We kicked off the week by convening WCRJ leaders, local residents, and elected officials - including Cook County State's Attorney Kim Foxx - for our annual Forum for Safety and Liberation. Through this virtual event, which reached more than two thousand online viewers, WCRJ invited the community to reimagine what true neighborhood safety could look like, free of racialized police terror.
Later in the week, hundreds of local community members took part in WCRJ's online advocacy actions and social media campaigns. In total, we mobilized 225 tweets and 8,963 emails to state and local lawmakers, demanding their support on legislation that would dismantle the racialized police and prison state, and promote a more equitable and humane system of public investment.
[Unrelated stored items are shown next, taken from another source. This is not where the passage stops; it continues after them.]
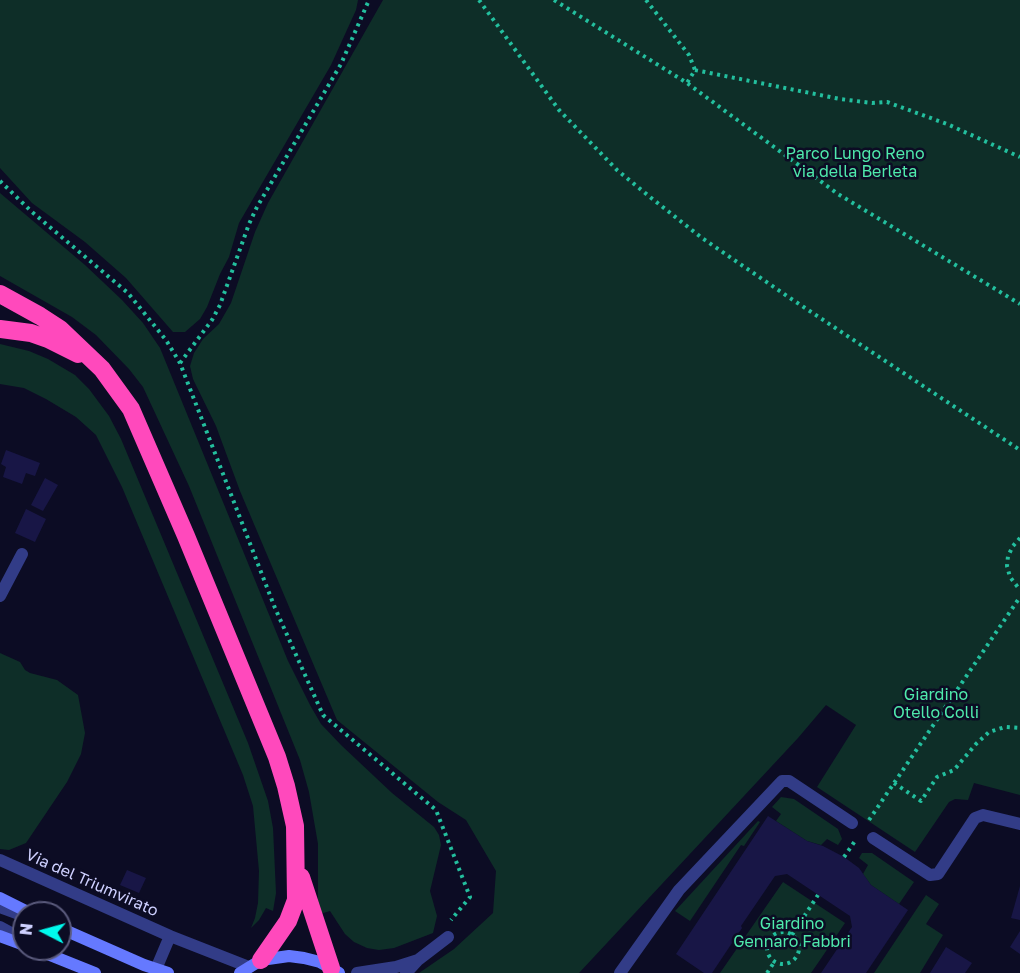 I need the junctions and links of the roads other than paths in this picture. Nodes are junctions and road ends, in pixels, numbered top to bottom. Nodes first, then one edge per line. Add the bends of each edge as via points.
1 (0, 294) edge
2 (0, 329) edge
3 (102, 369) junction
4 (22, 554) dead end
5 (0, 596) edge
6 (852, 823) dead end
7 (1020, 824) edge
8 (873, 838) dead end
9 (0, 860) edge
10 (297, 867) junction
11 (448, 930) road end
12 (72, 933) edge
13 (170, 936) junction
14 (418, 960) junction
15 (66, 961) edge
16 (250, 967) edge
17 (162, 971) edge
18 (335, 971) edge
19 (95, 973) edge
20 (357, 973) edge
21 (406, 973) edge
22 (620, 973) edge

1 - 3 highway via 60,329
2 - 3 highway via 48,339
3 - 10 highway via 130,409 151,453 274,749 295,826
4 - 5 street
6 - 22 street via 789,781 782,781 679,890
7 - 8 street via 983,816 975,818 938,874 930,875
9 - 13 street, Via del Triumvirato
10 - 16 highway via 296,900 288,921
10 - 18 highway
11 - 14 street
12 - 17 main road, Via del Triumvirato
13 - 16 street, Via del Triumvirato
13 - 17 street, Via del Triumvirato
14 - 20 street
14 - 21 street
15 - 19 main road
16 - 18 main road via 274,957 304,958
On Friday, we mounted a powerful direct action at City Hall, calling on Mayor Lightfoot and the Chicago City Council to adopt WCRJ’s proposal for equitable public safety reinvestment.
We extend our deep gratitude to all of our supporters who stood with us throughout the week of action. Your solidarity and commitment is essential to achieving our collective vision of universal safety and liberation.
Updated: Jun 24, 2020
This year, as the historic mass uprising for Black Liberation commands national attention, the occasion of Juneteenth assumes a particularly momentous significance. As we honor the determination, sacrifice, and vision set forth by Black freedom fighters of generations past, we are also mindful of the tremendous work that lies ahead in the struggle for true emancipation from the tyranny of white supremacy.
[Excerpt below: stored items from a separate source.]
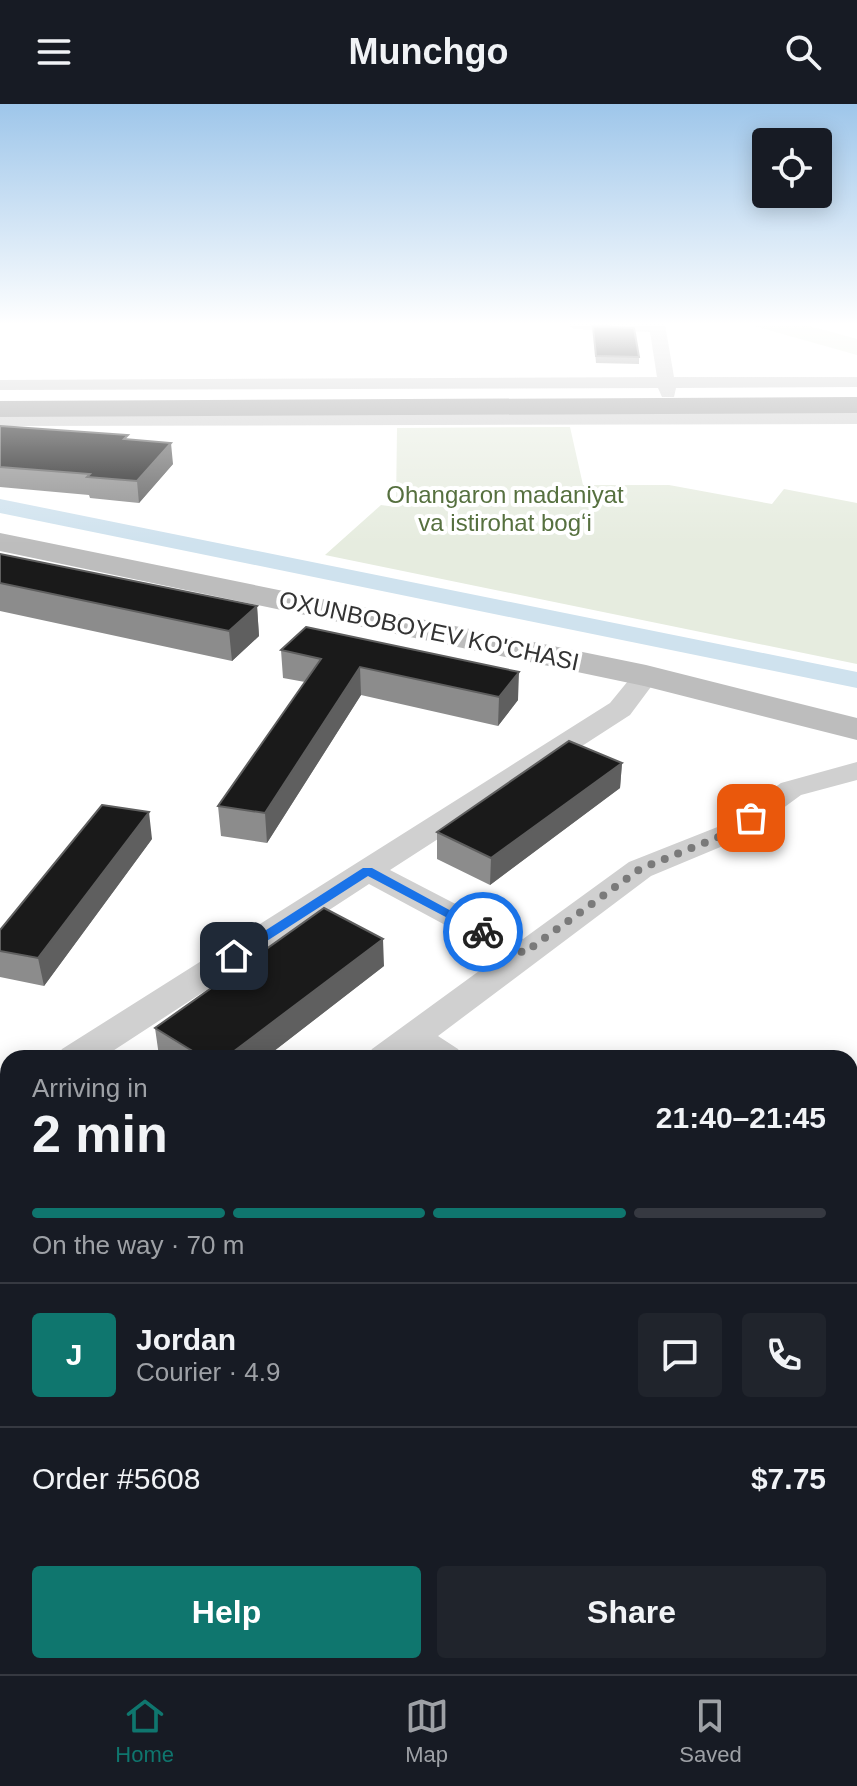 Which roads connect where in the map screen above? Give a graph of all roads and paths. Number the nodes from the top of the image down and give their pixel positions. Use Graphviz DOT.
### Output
graph roads {
  1 [pos="857,405"];
  2 [pos="0,409"];
  3 [pos="857,418"];
  4 [pos="0,420"];
  5 [pos="0,542"];
  6 [pos="646,676"];
  7 [pos="857,729"];
  8 [pos="857,771"];
  9 [pos="367,871"];
  10 [pos="524,953"];
  11 [pos="400,1048"];
  12 [pos="87,1050"];
  1 -- 2 [label="highway"];
  3 -- 4 [label="street"];
  5 -- 6 [label="main road, OXUNBOBOYEV KO'CHASI"];
  6 -- 7 [label="main road, OXUNBOBOYEV KO'CHASI"];
  6 -- 9 [label="street"];
  8 -- 10 [label="street"];
  9 -- 10 [label="street"];
  9 -- 12 [label="street"];
  10 -- 11 [label="street"];
}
To commemorate the spirit of Juneteenth, the Workers Center for Racial Justice has released a policy platform for Safety and Liberation.
For nearly a decade, WCRJ has invited local community members impacted by racialized police violence to come together and collectively reimagine what real public safety could look like in our own neighborhoods, on our own terms. These powerful conversations have served as the foundation for WCRJ's Safety and Liberation platform, through which we aim to amplify grassroots demands to end anti-Black police brutality and reinvest public resources in systems that foster universal equity and justice.
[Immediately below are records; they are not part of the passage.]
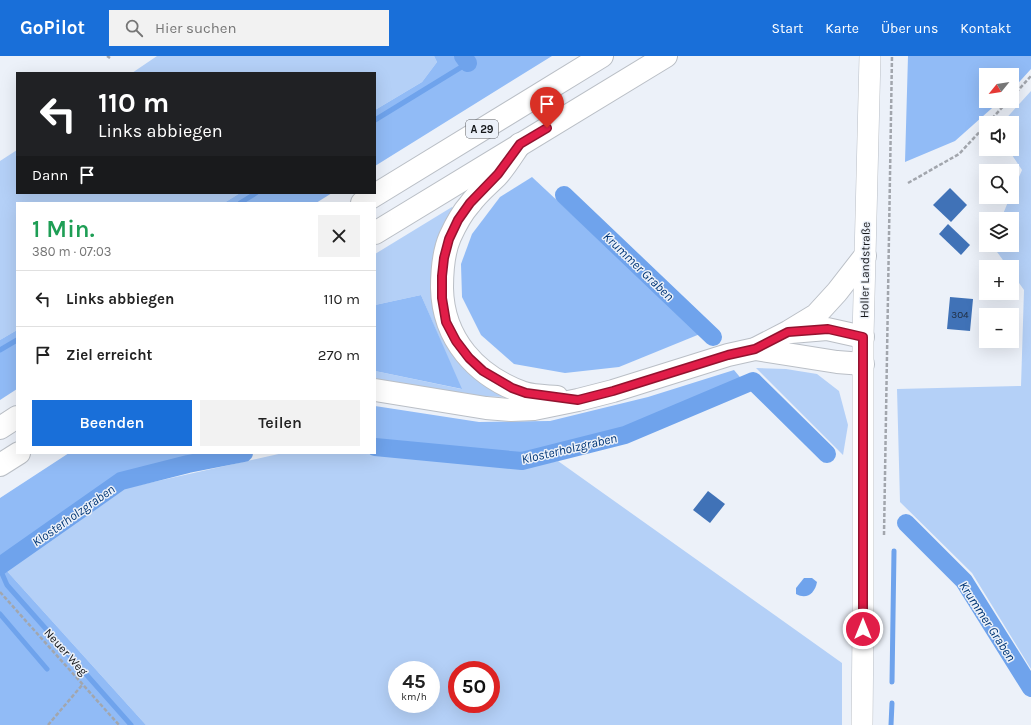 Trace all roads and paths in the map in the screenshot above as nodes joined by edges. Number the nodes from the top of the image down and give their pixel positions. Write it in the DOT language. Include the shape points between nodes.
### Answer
graph roads {
  1 [pos="107,56"];
  2 [pos="602,56"];
  3 [pos="666,56"];
  4 [pos="870,56"];
  5 [pos="892,56"];
  6 [pos="110,58"];
  7 [pos="1031,76"];
  8 [pos="1019,89"];
  9 [pos="1002,108"];
  10 [pos="994,116"];
  11 [pos="979,133"];
  12 [pos="520,144"];
  13 [pos="908,183"];
  14 [pos="364,202"];
  15 [pos="376,232"];
  16 [pos="865,256"];
  17 [pos="788,332"];
  18 [pos="863,337"];
  19 [pos="755,349"];
  20 [pos="863,364"];
  21 [pos="376,390"];
  22 [pos="578,400"];
  23 [pos="16,418"];
  24 [pos="0,428"];
  25 [pos="17,454"];
  26 [pos="0,465"];
  27 [pos="884,537"];
  28 [pos="0,592"];
  29 [pos="83,684"];
  30 [pos="48,725"];
  31 [pos="119,725"];
  32 [pos="862,725"];
  1 -- 6 [label="path"];
  2 -- 14 [label="highway, A 29"];
  3 -- 12 [label="highway, A 29"];
  4 -- 16 [label="main road, Holler Landstraße"];
  5 -- 27 [label="path"];
  7 -- 8 [label="path"];
  9 -- 10 [label="path"];
  11 -- 13 [label="path" via="959,154"];
  12 -- 15 [label="highway, A 29"];
  12 -- 22 [label="highway" via="498,174 470,203 449,239 442,276 446,322 456,341 483,371 526,393"];
  16 -- 17 [label="highway" via="816,315"];
  16 -- 18 [label="main road, Holler Landstraße"];
  17 -- 18 [label="highway" via="828,329"];
  17 -- 19 [label="highway"];
  18 -- 20 [label="main road, Holler Landstraße"];
  19 -- 20 [label="highway"];
  19 -- 22 [label="highway"];
  20 -- 32 [label="main road, Holler Landstraße"];
  21 -- 22 [label="highway" via="511,410 534,409"];
  23 -- 24 [label="highway"];
  25 -- 26 [label="highway"];
  28 -- 29 [label="path, Neuer Weg"];
  29 -- 30 [label="path"];
  29 -- 31 [label="path, Neuer Weg"];
}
WCRJ’s platform for Safety and Liberation advocates the following state and city level policies:
Withdraw taxpayer funding from the Chicago Police Department and equitably invest in more effective public safety services. Significantly scale back operational spending on local law enforcement and reduce the police force commensurately. Replace dispatch officers with on-call city professionals - including social workers, mental health providers, human services employees, and mediators - who are better equipped to address public safety emergencies. Abolish private policing agencies.
Prohibit police unions from engaging in any collective bargaining activities outside of wage and benefit negotiations. Police union contracts have historically shielded officers from accountability for their actions, even in cases of racialized harassment, brutality, and murder. Such agreements serve as a driving force of police violence, by emboldening officers to exceed the limits of their power with the explicit assurance of impunity.
Establish a democratically elected police board to govern the Chicago Police Department. This entity will hold the exclusive authority to hire senior officers, investigate reports of police misconduct, discipline and terminate officers who are found guilty of wrongdoing, and determine department budgets and rules.